Ook al ziet een navorderingsaanslag niet op de inkomsten uit eigen woning, toch betekent zo’n aanslag dat fiscale partners hun verdeling van die inkomsten mogen herzien.
Twee echtgenoten hebben samen een eigen woning. Bovendien drijft de vrouw samen met haar zus een onderneming. Het betreft een maatschap die onder andere groente-, wortel- en knolgewassen teelt. De vrouw geeft in haar aangiftes inkomstenbelasting over 2014 en 2015 haar aandeel in de maatschap niet op. Haar echtgenoot krijgt het negatieve saldo aan inkomen uit eigen woning toebedeeld. Naderhand laat de vrouw de Belastingdienst weten per abuis haar winstaandeel in twee aangiftes niet te hebben opgegeven. Ook vraagt zij samen met haar echtgenoot om een andere verdeling van het negatieve inkomen uit eigen woning. Bij het opleggen van de navorderingsaanslagen wijst de inspecteur echter het verzoek om een andere verdeling af. Hij stelt dat voor wat betreft de verdeling van de eigen woning de aanslagen onherroepelijk vaststaan. De vrouw begint daarop een beroepsprocedure.

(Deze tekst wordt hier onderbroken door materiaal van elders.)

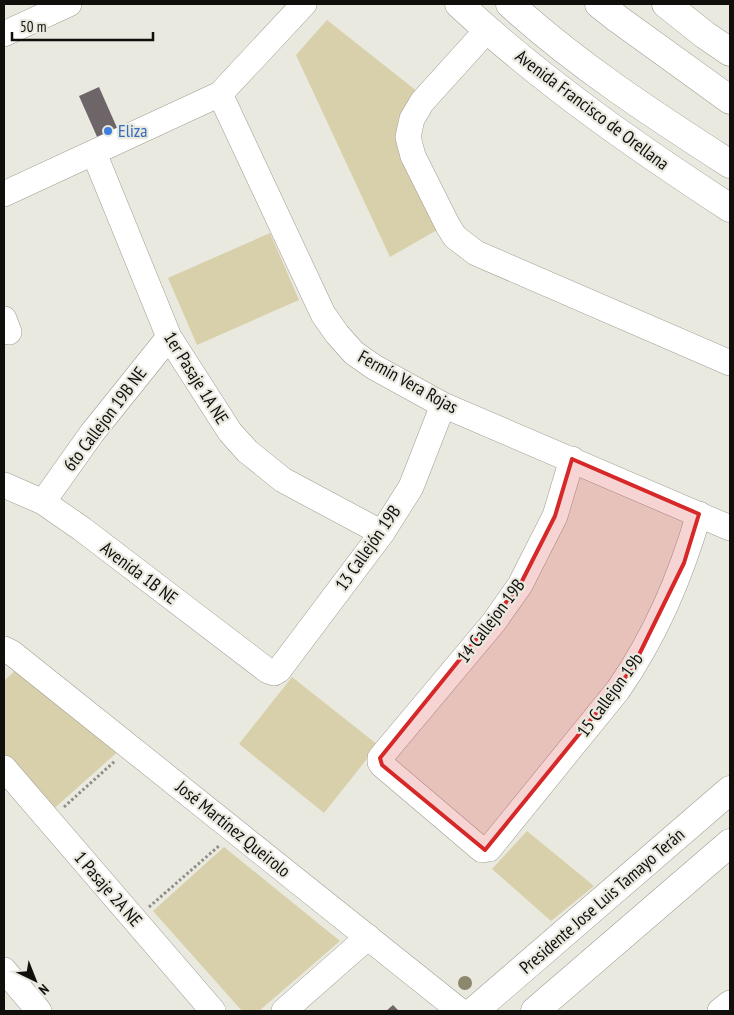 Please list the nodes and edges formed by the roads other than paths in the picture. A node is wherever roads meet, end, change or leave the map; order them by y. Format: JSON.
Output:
{"nodes":[{"id":1,"x":69,"y":4,"type":"edge"},
{"id":2,"x":304,"y":4,"type":"edge"},
{"id":3,"x":459,"y":4,"type":"edge"},
{"id":4,"x":510,"y":4,"type":"edge"},
{"id":5,"x":599,"y":4,"type":"edge"},
{"id":6,"x":666,"y":4,"type":"edge"},
{"id":7,"x":487,"y":30,"type":"junction"},
{"id":8,"x":4,"y":34,"type":"edge"},
{"id":9,"x":730,"y":52,"type":"edge"},
{"id":10,"x":220,"y":94,"type":"junction"},
{"id":11,"x":730,"y":100,"type":"edge"},
{"id":12,"x":94,"y":152,"type":"junction"},
{"id":13,"x":730,"y":164,"type":"edge"},
{"id":14,"x":4,"y":194,"type":"edge"},
{"id":15,"x":730,"y":208,"type":"edge"},
{"id":16,"x":169,"y":337,"type":"junction"},
{"id":17,"x":730,"y":362,"type":"edge"},
{"id":18,"x":443,"y":405,"type":"junction"},
{"id":19,"x":572,"y":459,"type":"junction"},
{"id":20,"x":4,"y":485,"type":"edge"},
{"id":21,"x":43,"y":502,"type":"junction"},
{"id":22,"x":699,"y":514,"type":"junction"},
{"id":23,"x":730,"y":528,"type":"edge"},
{"id":24,"x":382,"y":533,"type":"junction"},
{"id":25,"x":7,"y":654,"type":"edge"},
{"id":26,"x":268,"y":671,"type":"joint"},
{"id":27,"x":4,"y":768,"type":"edge"},
{"id":28,"x":730,"y":790,"type":"edge"},
{"id":29,"x":730,"y":842,"type":"edge"},
{"id":30,"x":482,"y":850,"type":"joint"},
{"id":31,"x":368,"y":937,"type":"junction"},
{"id":32,"x":4,"y":970,"type":"edge"},
{"id":33,"x":730,"y":1003,"type":"edge"},
{"id":34,"x":39,"y":1011,"type":"edge"},
{"id":35,"x":213,"y":1011,"type":"edge"},
{"id":36,"x":284,"y":1011,"type":"edge"},
{"id":37,"x":460,"y":1011,"type":"edge"},
{"id":38,"x":474,"y":1011,"type":"edge"},
{"id":39,"x":535,"y":1011,"type":"edge"},
{"id":40,"x":720,"y":1011,"type":"edge"}],
"edges":[{"from":1,"to":8,"type":"street"},
{"from":2,"to":10,"type":"street"},
{"from":3,"to":7,"type":"main road","name":"Avenida Francisco de Orellana"},
{"from":4,"to":13,"type":"main road","name":"Avenida Francisco de Orellana"},
{"from":5,"to":11,"type":"main road"},
{"from":6,"to":9,"type":"main road"},
{"from":7,"to":15,"type":"main road","name":"Avenida Francisco de Orellana"},
{"from":7,"to":17,"type":"street"},
{"from":10,"to":12,"type":"street"},
{"from":10,"to":18,"type":"street","name":"Fermín Vera Rojas"},
{"from":12,"to":14,"type":"street"},
{"from":12,"to":16,"type":"street","name":"1er Pasaje 1A NE"},
{"from":16,"to":21,"type":"street","name":"6to Callejon 19B NE"},
{"from":16,"to":24,"type":"street","name":"1er Pasaje 1A NE"},
{"from":18,"to":19,"type":"street","name":"Fermín Vera Rojas"},
{"from":18,"to":24,"type":"street","name":"13 Callejón 19B"},
{"from":19,"to":22,"type":"street","name":"Fermín Vera Rojas"},
{"from":19,"to":30,"type":"street","name":"14 Callejon 19B"},
{"from":20,"to":21,"type":"street","name":"Avenida 1B NE"},
{"from":21,"to":26,"type":"street","name":"Avenida 1B NE"},
{"from":22,"to":23,"type":"street","name":"Fermín Vera Rojas"},
{"from":22,"to":30,"type":"street","name":"15 Callejon 19b"},
{"from":24,"to":26,"type":"street","name":"13 Callejón 19B"},
{"from":25,"to":31,"type":"street","name":"José Martínez Queirolo"},
{"from":27,"to":35,"type":"street","name":"1 Pasaje 2A NE"},
{"from":28,"to":38,"type":"main road","name":"Presidente Jose Luis Tamayo Terán"},
{"from":29,"to":39,"type":"main road"},
{"from":31,"to":36,"type":"street"},
{"from":31,"to":37,"type":"street","name":"José Martínez Queirolo"},
{"from":32,"to":34,"type":"street"},
{"from":33,"to":40,"type":"street"}]}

Navorderingsaanslag mag op ander inkomen zien
Hof Den Haag haalt uit de wettekst dat fiscale partners hun gekozen verdeling van gemeenschappelijke inkomsten mogen wijzigen zolang de navorderingsaanslag nog niet onherroepelijk vaststaat. Daarbij maakt het volgens het hof niet uit of de navorderingsaanslag betrekking heeft op gemeenschappelijke inkomsten of niet. In dit geval is de navorderingsaanslag opgelegd in verband met de verhoging van de winst uit onderneming. Maar deze omstandigheid sluit dus niet uit dat de echtgenoten de verdeling van het inkomen uit eigen woning wijzigen.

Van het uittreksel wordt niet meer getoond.